I love a good shrimp dish, I can never turn down surf and turf, air fryer shrimp, shrimp curry, shrimp Alfredo or Mexican shrimp cocktail. This creamy shrimp salad is one of my favorite ways to enjoy seafood, and it’s so simple that even my kids can make it.
This classic shrimp salad is an easy recipe that should be part of every home cook’s repertoire. It’s quick to prepare, can easily be doubled for a crowd, and always gets rave reviews!
Shrimp Salad Ingredients
This recipe consists of shrimp, celery, red onion, lemon, salt, pepper, mayonnaise, mustard and fresh dill.

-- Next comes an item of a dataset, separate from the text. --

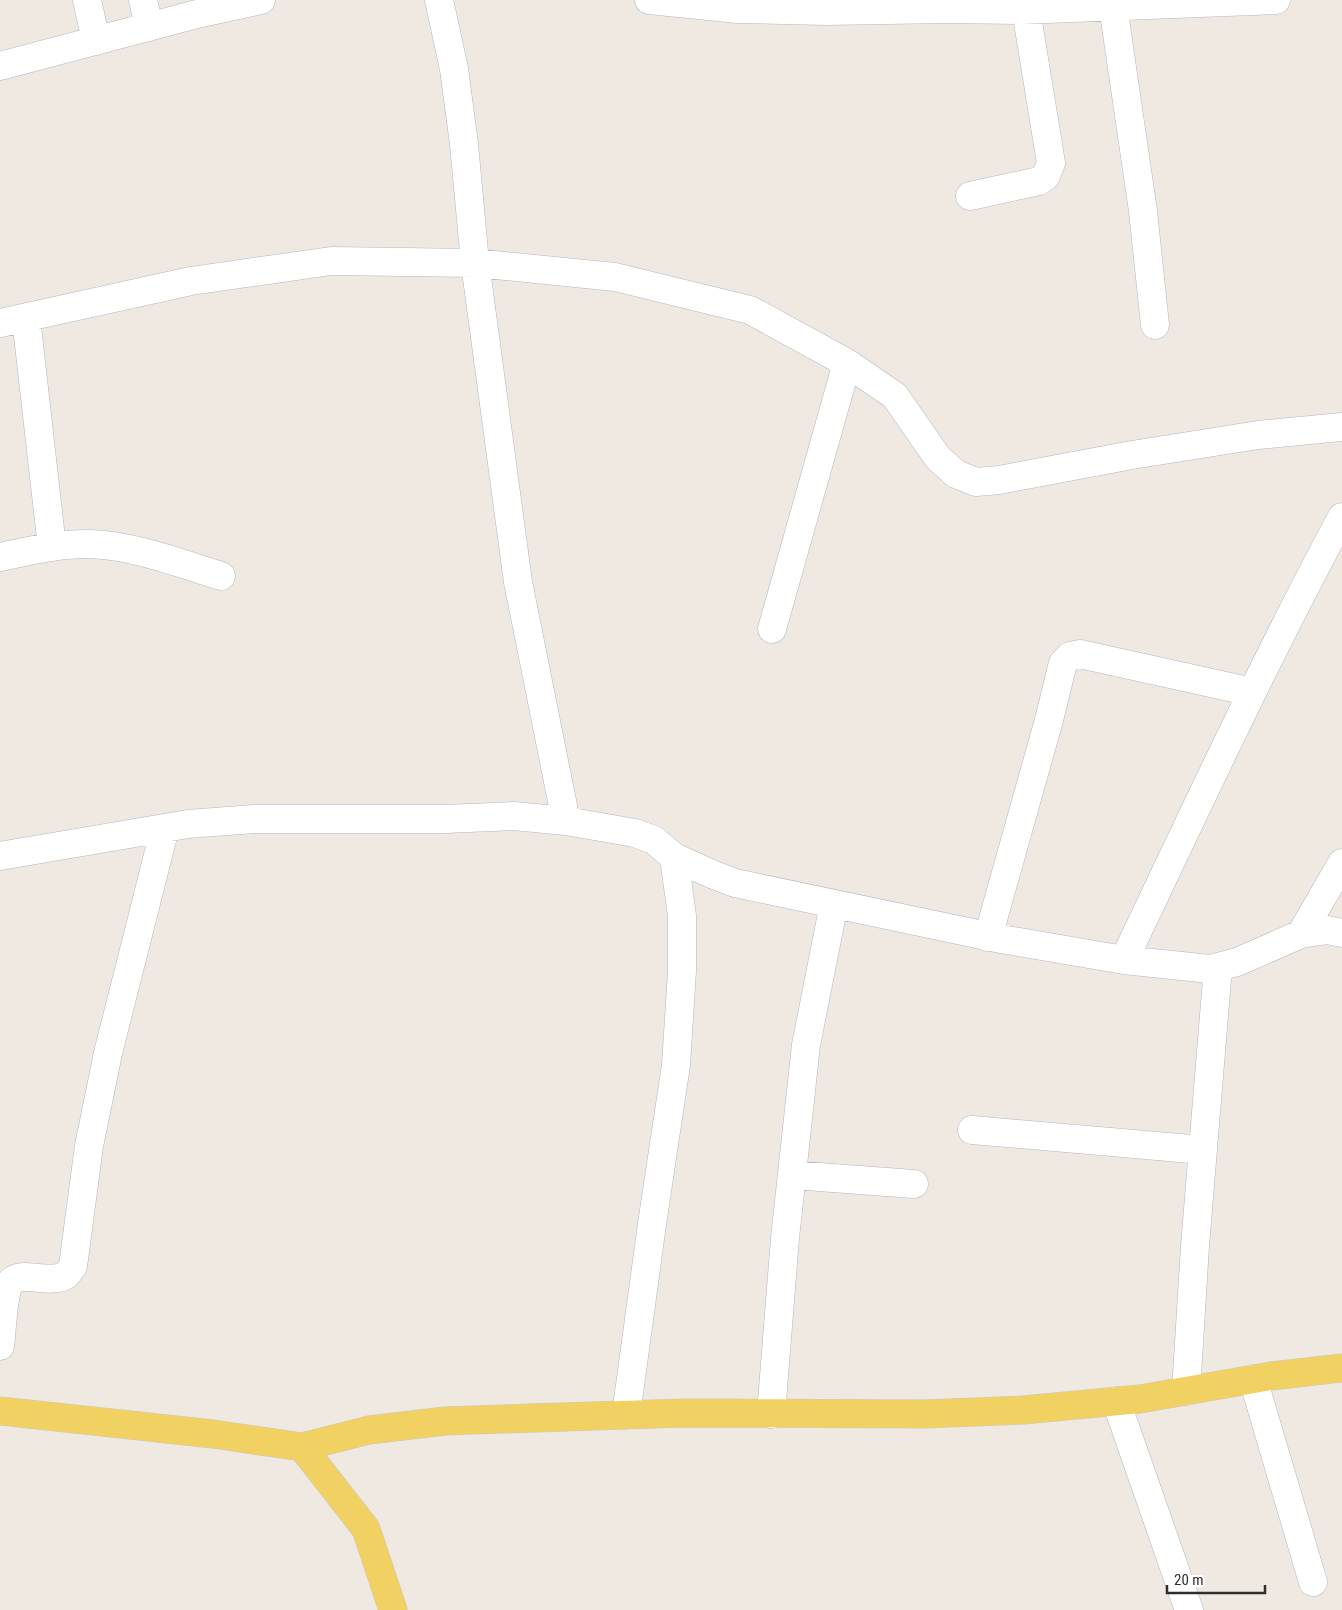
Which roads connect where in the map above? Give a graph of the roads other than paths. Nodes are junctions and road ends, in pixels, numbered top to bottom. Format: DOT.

How Do You Make Shrimp Salad?
Start by cooking your shrimp in a pot of boiling water with lemon. After the shrimp are ready, place them in a bowl of ice water to stop the cooking process. The shrimp go into a bowl along with vegetables, and the dressing ingredients which include mayo, mustard, lemon juice and seasonings. Stir everything together, then serve immediately, or refrigerate for later use.
Tips For The Perfect Dish
- I use 31-40 count shrimp for this recipe because they’re bite sized. If you prefer, you can use larger shrimp, and serve them whole or cut into pieces.
- You can use pre-cooked shrimp in this recipe. If you decide to use pre-cooked shrimp, you do not need to boil them, just make sure the shrimp are thawed if frozen and proceed with the rest of the recipe.
- I recommend making sure your red onion is finely chopped so that you don’t get large pieces in each bite. You can also use sliced green onions instead of red onion for a milder flavor.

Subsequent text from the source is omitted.